Bayer, CRISPR Form Joint Venture Named Casebia
Bayer and CRISPR Form 80-Employee Joint Venture Named Casebia Therapeutics in Boston Area
By Mark Terry, BioSpace.com Breaking News Staff
Bayer AG (BAYN) and CRISPR Therapeutics originally announced the joint venture in December 2015. The plan is to discover, develop and commercialize new drugs for blood disorders, blindness, and congenital heart disease using CRISPR’s gene-editing technology, and Bayer’s protein engineering expertise and marketing know-how. The deal was formalized in the first quarter of this year, and Bayer invested $335 million in the venture.
“The JV and the Bayer investment are game-changing for our business,” said Rodger Novak, CRISPR’s chief executive officer and co-founder, in a statement in December. “We keep a 50 percent ownership in the high-risk, high-reward areas of blood disorders, blindness, and congenital heart diseases, but also retain full access to target delivery technologies and IP development by the JV, which we intend to fully leverage in support of CRISPR Therapeutics’ wholly owned core strategic disease areas.”
Casebia is leasing 33,000 square feet of space at 610 Main Street North in Cambridge, Mass., which is currently under construction. The building, which will be nine stories tall, is owned by the Massachusetts Institute of Technology (MIT). Casebia expects to host 80 employees there and use it as its primary headquarters. It expects to have 20 employees there by the end of the year.
At the moment, two Casebia teams of 15 to 20 people each, will conduct business and research in two research buildings owned by Bayer in Cologne, Germany and San Francisco’s Mission Bay.
The advantage of the joint venture is that Casebia’s management can focus exclusively on its own programs. It also opens the possibility of bringing in additional investors or go public if either seems appropriate. The company has indicated that it hopes to bring three to four programs in hematology and ophthalmology to clinical trials in the next five years.
“This gives us the opportunity to extend our portfolio,” Novak told The Boston Globe. “We’re working on programs we otherwise wouldn’t have the capacity to work on. There will be a lot of cross-fertilization.”
CRISPR Therapeutics focuses on translating CRISPR-Cas9, genome-editing technology, into therapeutics for diseases.
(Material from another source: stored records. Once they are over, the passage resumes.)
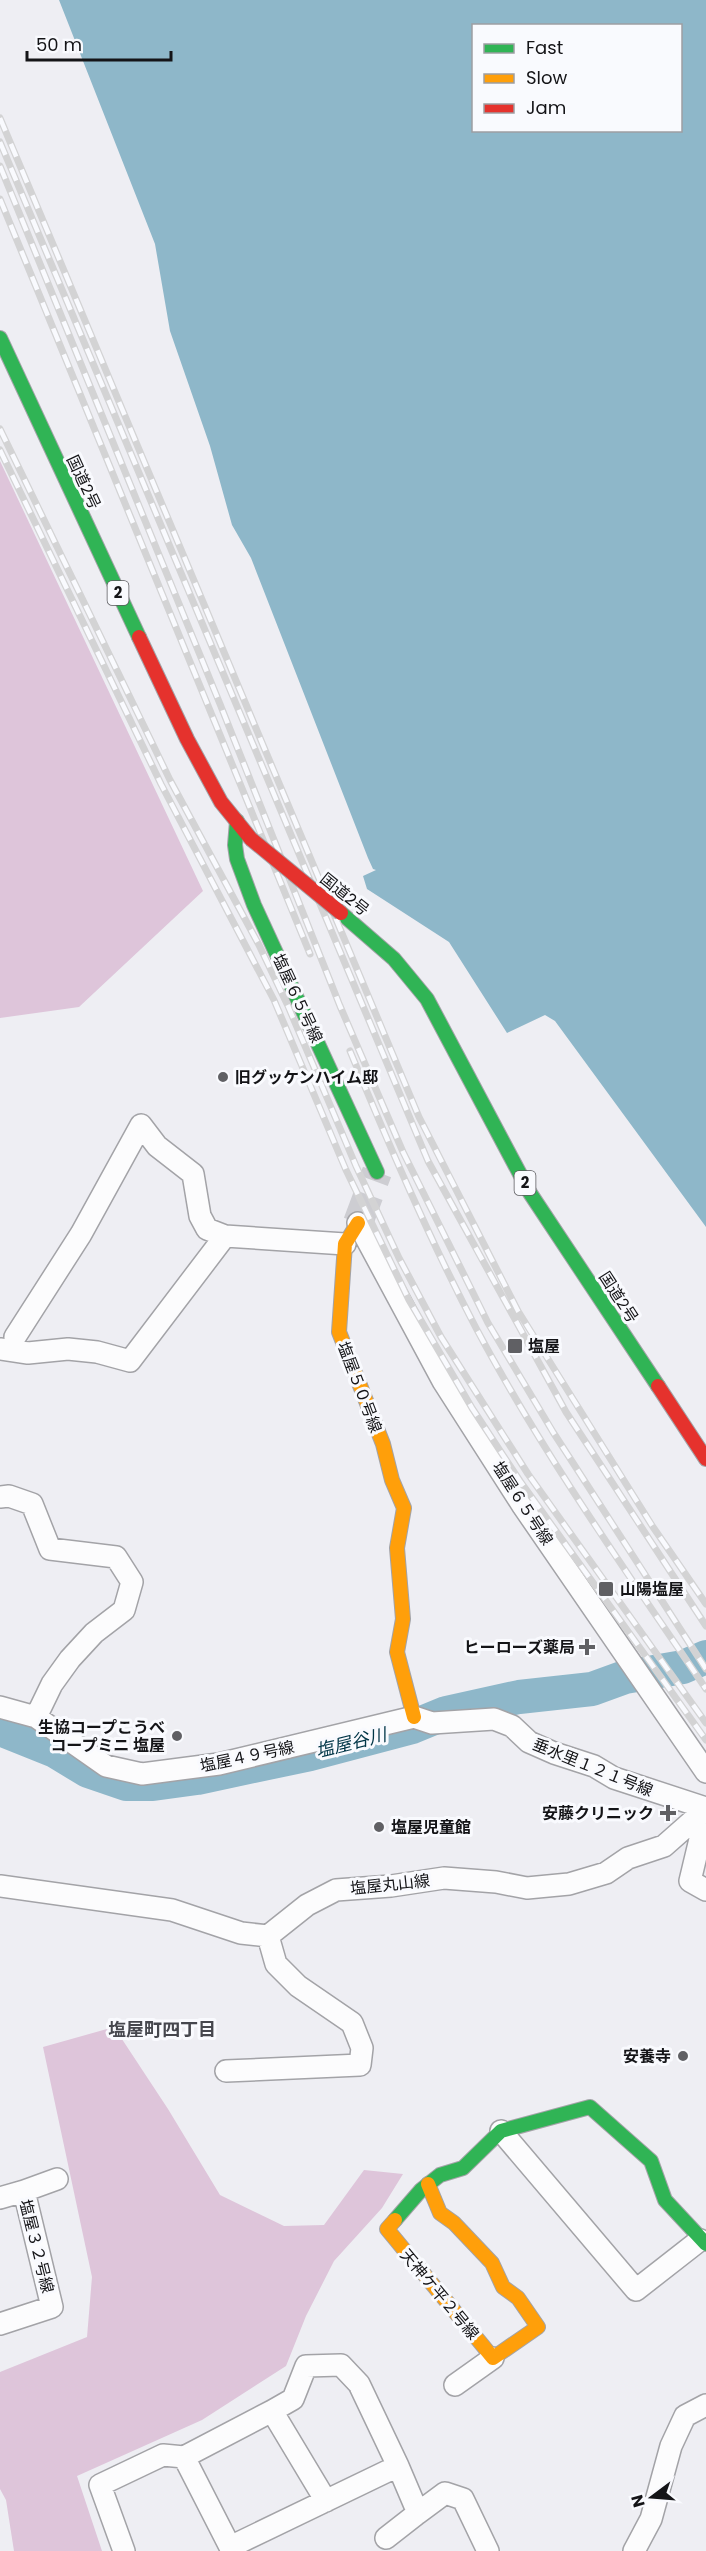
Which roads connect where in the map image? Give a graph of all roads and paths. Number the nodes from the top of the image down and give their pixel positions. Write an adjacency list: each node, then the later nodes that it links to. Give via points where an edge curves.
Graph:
1 (0, 338): 2 (main road, 国道2号 / 2, via 187,739 217,795)
2 (237, 821): 3 (main road, 塩屋６５号線, via 237,859 254,904); 8 (main road, 国道2号 / 2, bridge, via 251,839 394,959 427,999 530,1193)
3 (377, 1172)
4 (358, 1223): 6 (main road); 13 (street, 塩屋６５号線, via 443,1381 523,1506)
5 (225, 1236): 6 (street); 7 (street, via 130,1361 68,1349 28,1353); 7 (street, via 207,1228 200,1216 193,1174 157,1146 141,1125 81,1234)
6 (345, 1244): 12 (main road, 塩屋５０号線, via 339,1332 404,1508 397,1548 403,1619 397,1652)
7 (8, 1343)
8 (706, 1459)
9 (0, 1497): 11 (street, via 32,1504 50,1549 116,1557 132,1582 124,1610 70,1659)
10 (0, 1707): 11 (street)
11 (36, 1717): 12 (street, 塩屋４９号線, via 106,1766 142,1774 219,1764)
12 (422, 1720): 14 (street, 垂水里１２１号線, via 494,1719 554,1753 594,1766 614,1778)
13 (706, 1772)
14 (706, 1808): 18 (street, 塩屋丸山線, via 664,1846 628,1858 606,1873 569,1884 527,1888 444,1878 336,1890 307,1905)
15 (706, 1814): 16 (street, via 690,1881)
16 (706, 1890)
17 (1, 1891): 18 (street, via 172,1910 241,1933)
18 (268, 1936): 19 (street, via 276,1964 298,1986 352,2023 363,2048 360,2065)
19 (226, 2072)
20 (501, 2131): 22 (main road, via 463,2168 440,2175); 25 (main road, via 590,2107 651,2161 665,2200); 25 (street, via 636,2290)
21 (57, 2179): 23 (street)
22 (428, 2184): 27 (main road, 天神ケ平２号線, via 387,2229); 27 (main road, via 440,2213 492,2263 503,2286 518,2298 538,2328)
23 (24, 2191): 24 (street, 塩屋３２号線); 26 (street, 塩屋３２号線, via 52,2307)
24 (0, 2198)
25 (703, 2242)
26 (0, 2324)
27 (493, 2358): 28 (street)
28 (455, 2385)
29 (706, 2405): 39 (street, via 685,2416 671,2446 651,2519)
30 (272, 2410): 31 (street); 32 (street, via 293,2399 306,2366 341,2365 359,2384); 33 (street)
31 (184, 2457): 36 (street); 37 (street, via 163,2456 100,2485)
32 (398, 2466): 33 (street); 34 (street)
33 (326, 2500): 36 (street)
34 (418, 2513): 35 (street); 38 (street, via 445,2493 463,2499)
35 (386, 2538)
36 (225, 2549)
37 (124, 2551)
38 (488, 2551)
39 (634, 2551)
Cas9 is an enzyme that can be programmed with RNA to cut DNA at specific, targeted locations within the genome, which allows for easier, more specific gene editing.
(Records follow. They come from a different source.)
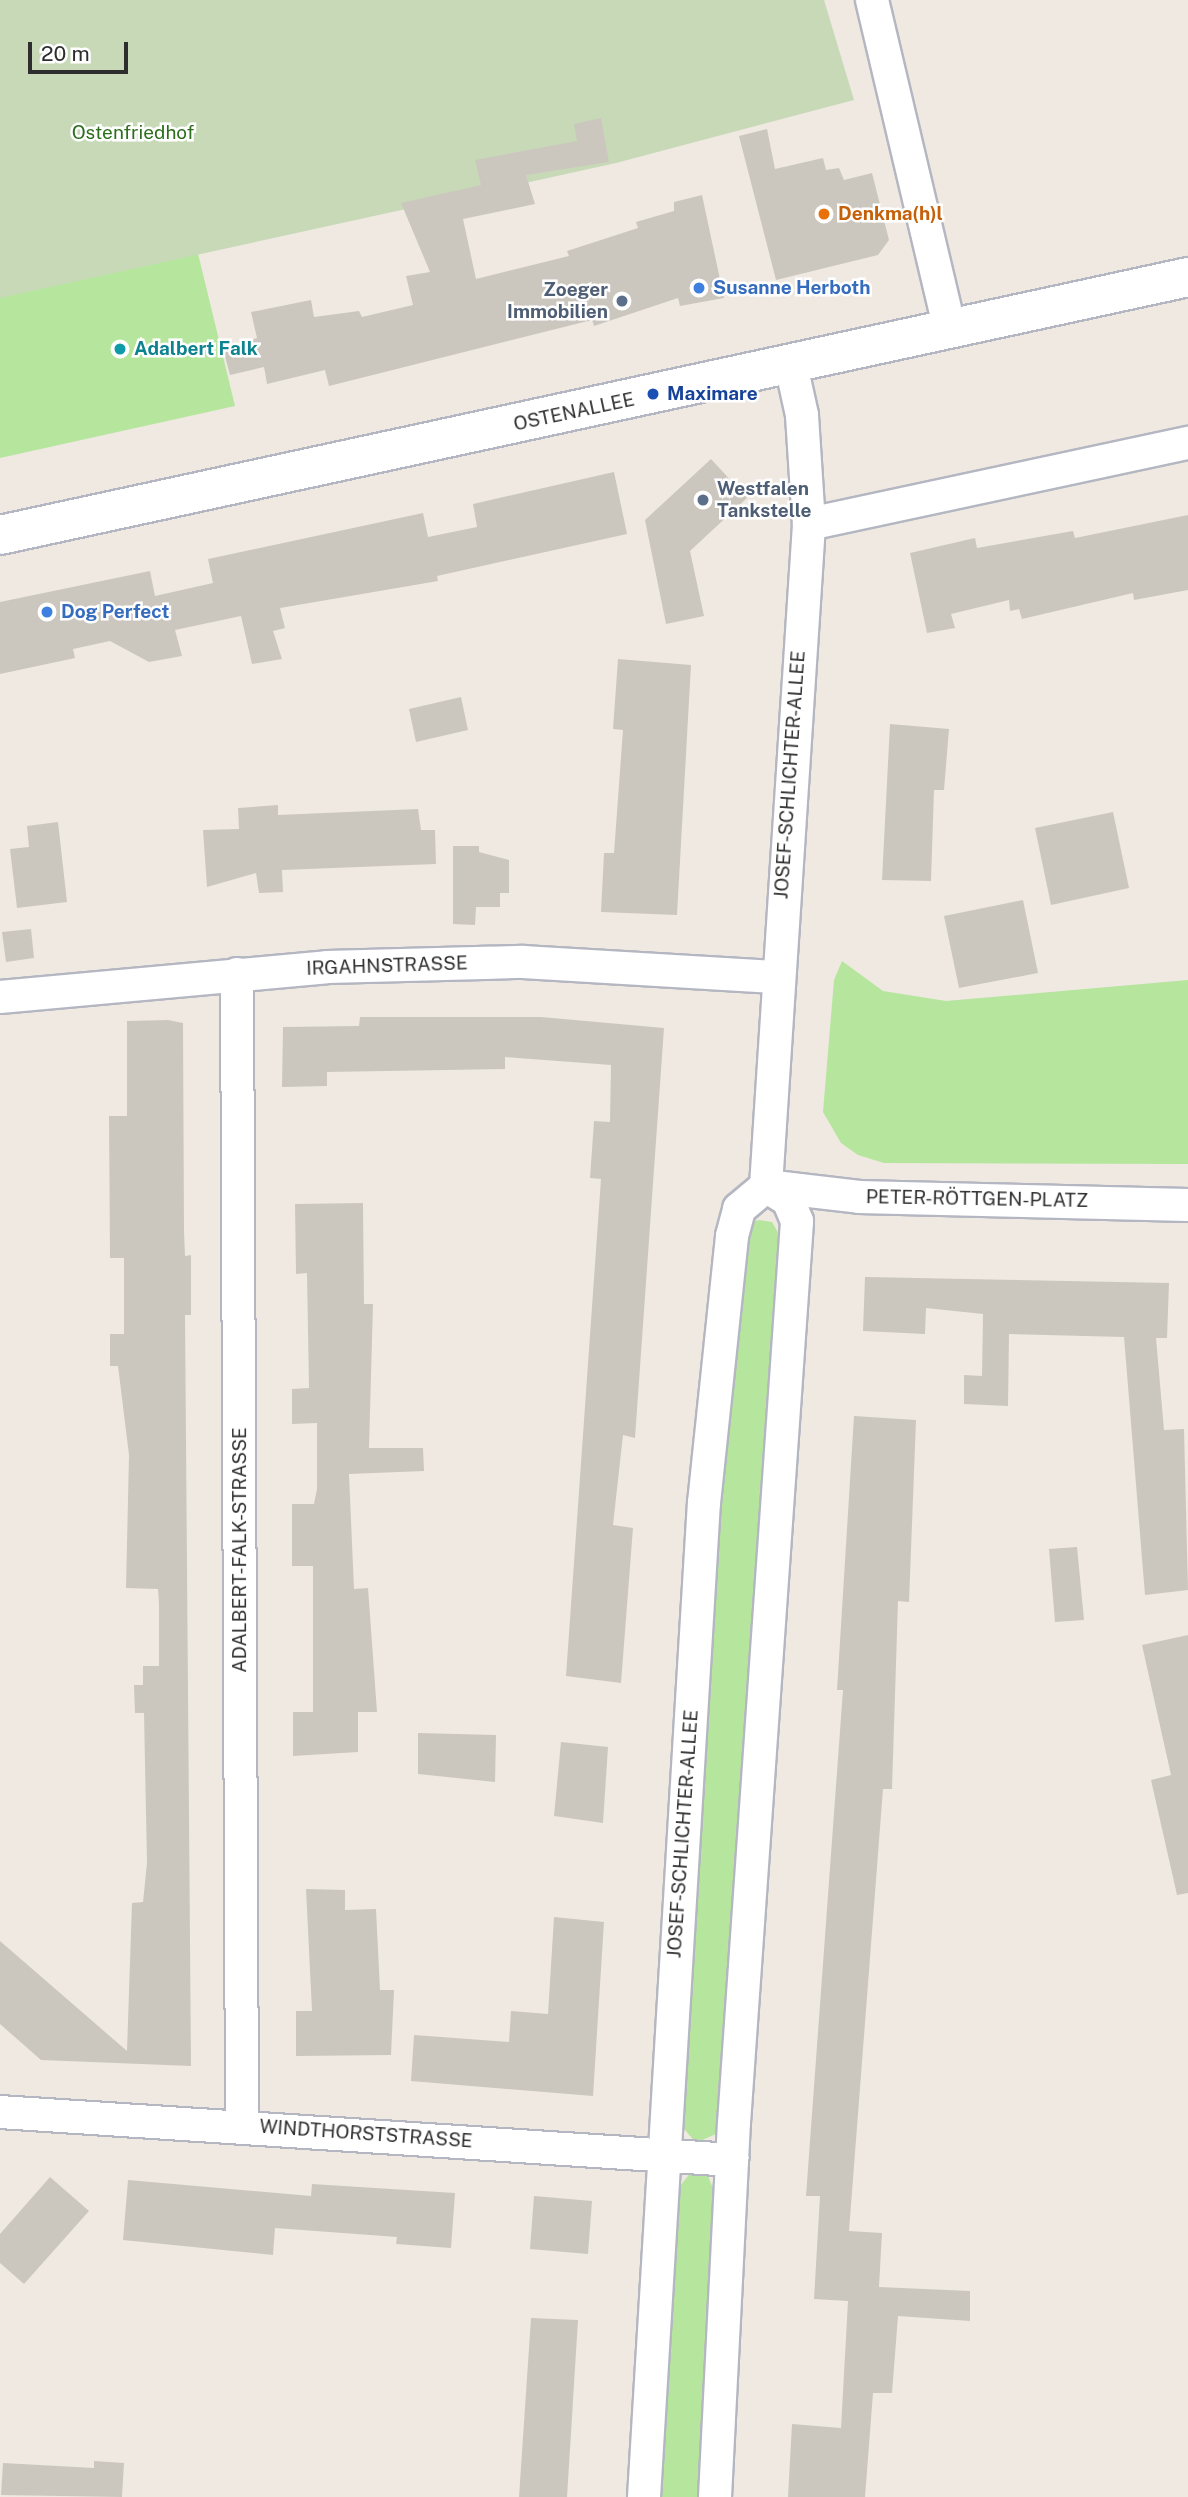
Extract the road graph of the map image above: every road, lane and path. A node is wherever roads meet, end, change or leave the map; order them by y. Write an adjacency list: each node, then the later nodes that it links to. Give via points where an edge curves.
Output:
1 (872, 0): 3 (street)
2 (1188, 277): 3 (main road, OSTENALLEE)
3 (950, 329): 4 (main road, OSTENALLEE)
4 (791, 365): 6 (street, JOSEF-SCHLICHTER-ALLEE, via 802,415); 7 (main road, OSTENALLEE)
5 (1188, 443): 6 (street)
6 (809, 524): 9 (street, JOSEF-SCHLICHTER-ALLEE)
7 (0, 536)
8 (237, 974): 9 (street, IRGAHNSTRASSE, via 523,962); 10 (street, IRGAHNSTRASSE); 14 (street, ADALBERT-FALK-STRASSE)
9 (775, 977): 11 (street, JOSEF-SCHLICHTER-ALLEE)
10 (0, 997)
11 (766, 1186): 12 (street, PETER-RÖTTGEN-PLATZ, via 859,1197); 15 (street, JOSEF-SCHLICHTER-ALLEE, via 739,1209 732,1236 704,1503); 16 (street, via 788,1200 797,1221)
12 (1188, 1205)
13 (0, 2112): 14 (street, WINDTHORSTSTRASSE)
14 (242, 2126): 15 (street, WINDTHORSTSTRASSE)
15 (664, 2155): 16 (street, WINDTHORSTSTRASSE); 17 (street, JOSEF-SCHLICHTER-ALLEE)
16 (732, 2160): 18 (street)
17 (644, 2497)
18 (715, 2497)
CRISPR Therapeutics is not the only company to be working with CRISPR-Cas9. In fact, the technology itself has been tangled up in lawsuits over patents. Jennifer Doudna and Emmanuelle Charpentier, who co-founded CRISPR Therapeutics with Rodger Novak, published the first paper describing the technology. However, Feng Zhang, a researcher at the MIT-Harvard Broad Institute, filed a broad U.S. patent claim on the technology.
The technology was first described in the journal Science in 2012 by Doudna, then a biologist at the University of California, and Charpentier, then at the Max F Perutz Laboratories at the University of Vienna in Austria. However, Zhang, at the Broad Institute, first won a patent for the technology after submitting laboratory notes to prove he was the first inventor.
Other companies developing CRISPR include Editas Medicine and Intellia Therapeutics, both headquartered in Cambridge, Mass. To date, no drugs or therapies have been created using CRISPR, although drug companies believe it has the potential to revolutionize the industry. Doudna originally founded a company, Caribou Biosciences, but later cofounded Editas with Zhang and George Church, a professor at Harvard and MIT.